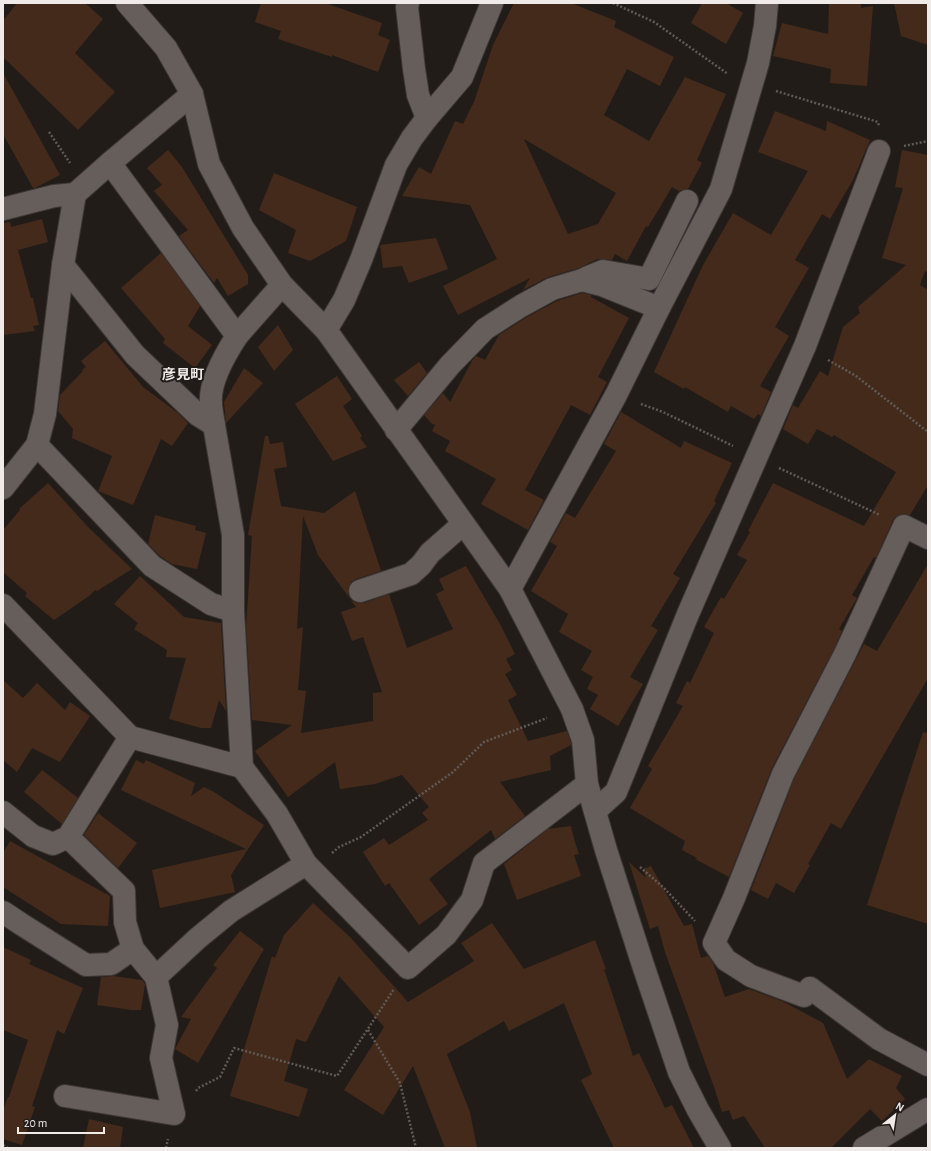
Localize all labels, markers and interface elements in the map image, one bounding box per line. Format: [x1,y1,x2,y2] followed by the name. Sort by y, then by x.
[162,367,204,382] district label: 彦見町
[875,1095,915,1135] north arrow
[894,1100,906,1113] text: N
[18,1109,104,1135] scale bar
[24,1117,47,1129] text: 20 m

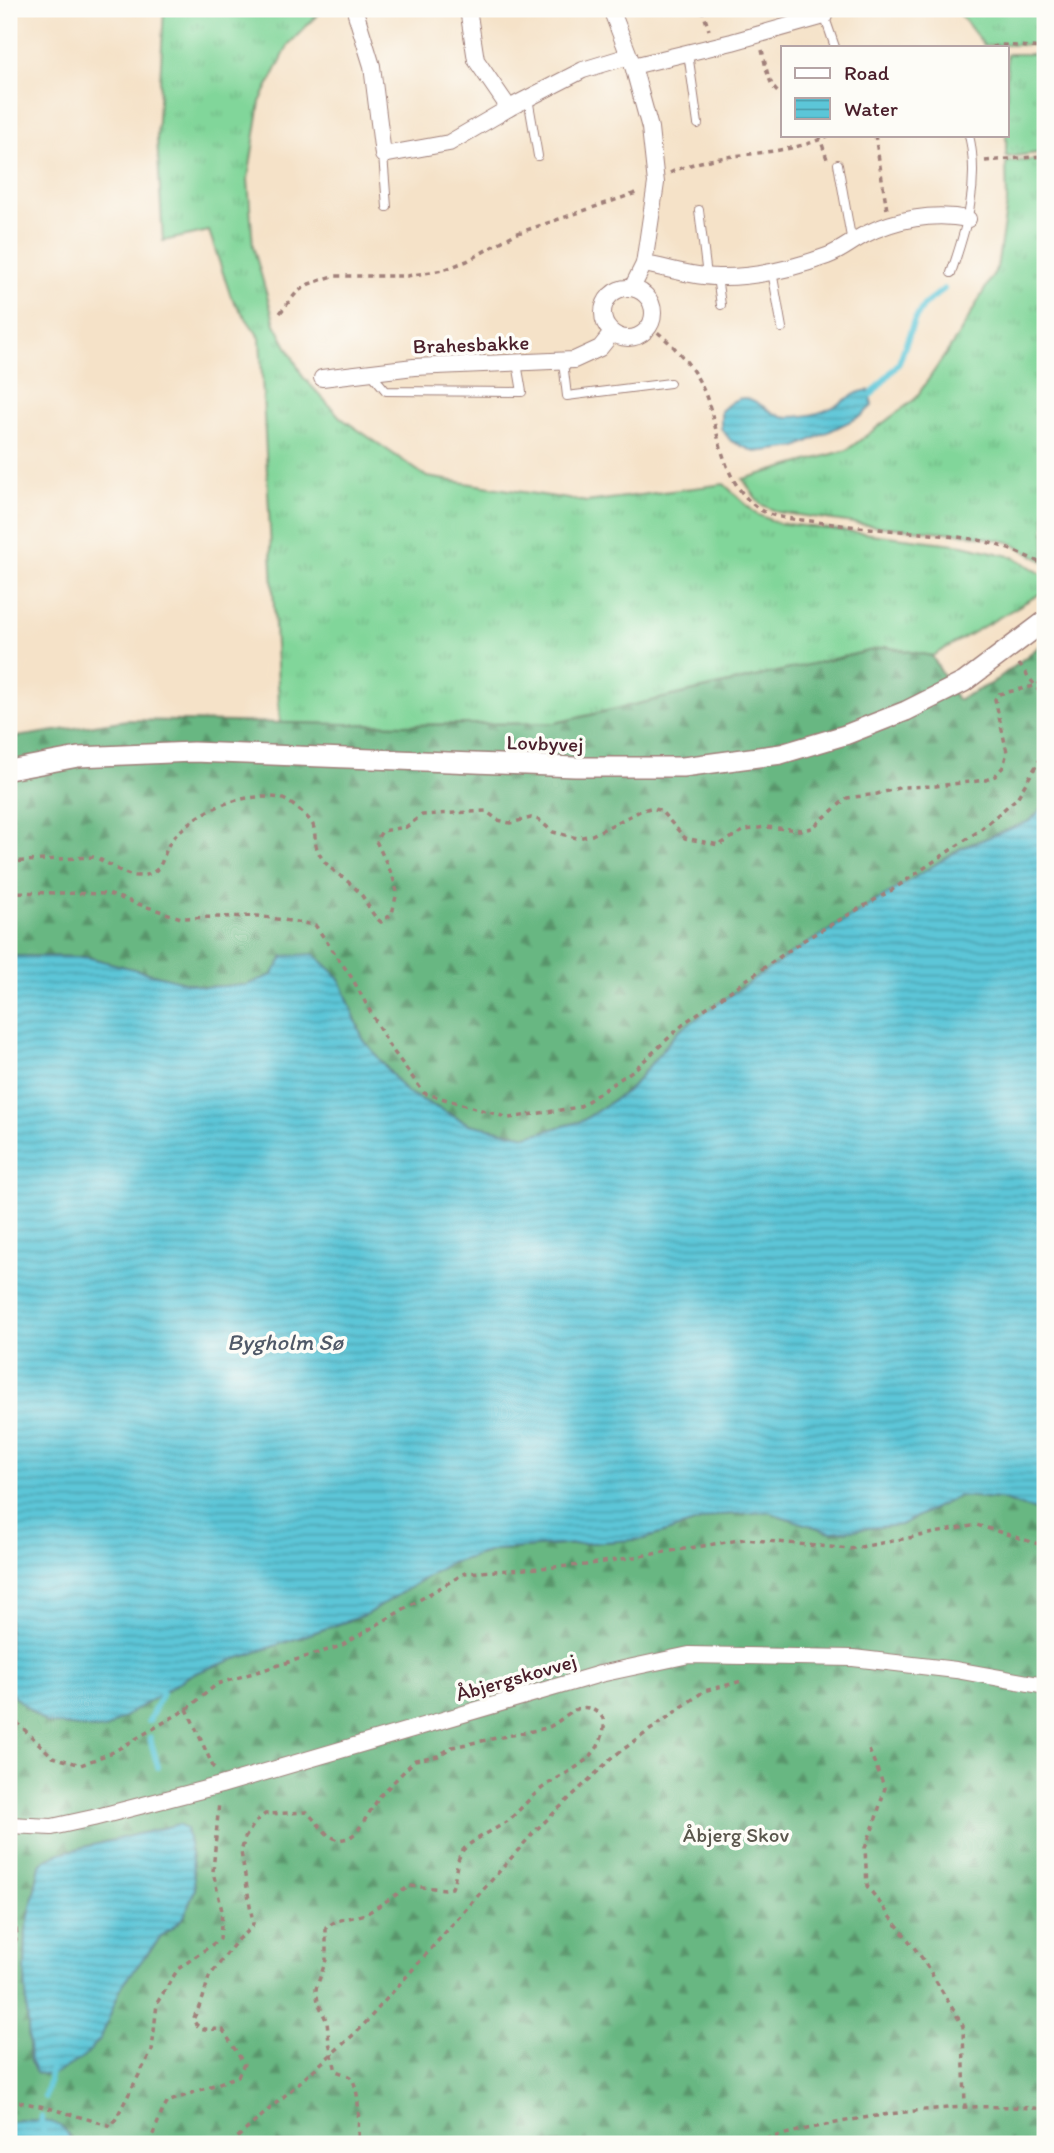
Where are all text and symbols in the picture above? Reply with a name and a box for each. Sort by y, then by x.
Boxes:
legend [781,46,1009,136]
text: Road [844,60,890,85]
text: Water [844,96,898,121]
street label: Brahesbakke [412,329,530,359]
street label: Lovbyvej [506,729,584,757]
water label: Bygholm Sø [227,1328,344,1356]
street label: Åbjergskovvej [453,1648,579,1706]
park label: Åbjerg Skov [683,1822,789,1847]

::::::

Each line of the material goes into your copy unchanged, but no picture does.

## Finished exercise
Localize all labels, markers and interface elements in the map image, one bounding box per line. Format: [x1,y1,x2,y2] followed by the name. Sort by y, then by x.
[162,367,204,382] district label: 彦見町
[875,1095,915,1135] north arrow
[894,1100,906,1113] text: N
[18,1109,104,1135] scale bar
[24,1117,47,1129] text: 20 m

Where are all text and symbols in the picture above? Reply with a name and a box for each. Sort by y, then by x.
Boxes:
legend [781,46,1009,136]
text: Road [844,60,890,85]
text: Water [844,96,898,121]
street label: Brahesbakke [412,329,530,359]
street label: Lovbyvej [506,729,584,757]
water label: Bygholm Sø [227,1328,344,1356]
street label: Åbjergskovvej [453,1648,579,1706]
park label: Åbjerg Skov [683,1822,789,1847]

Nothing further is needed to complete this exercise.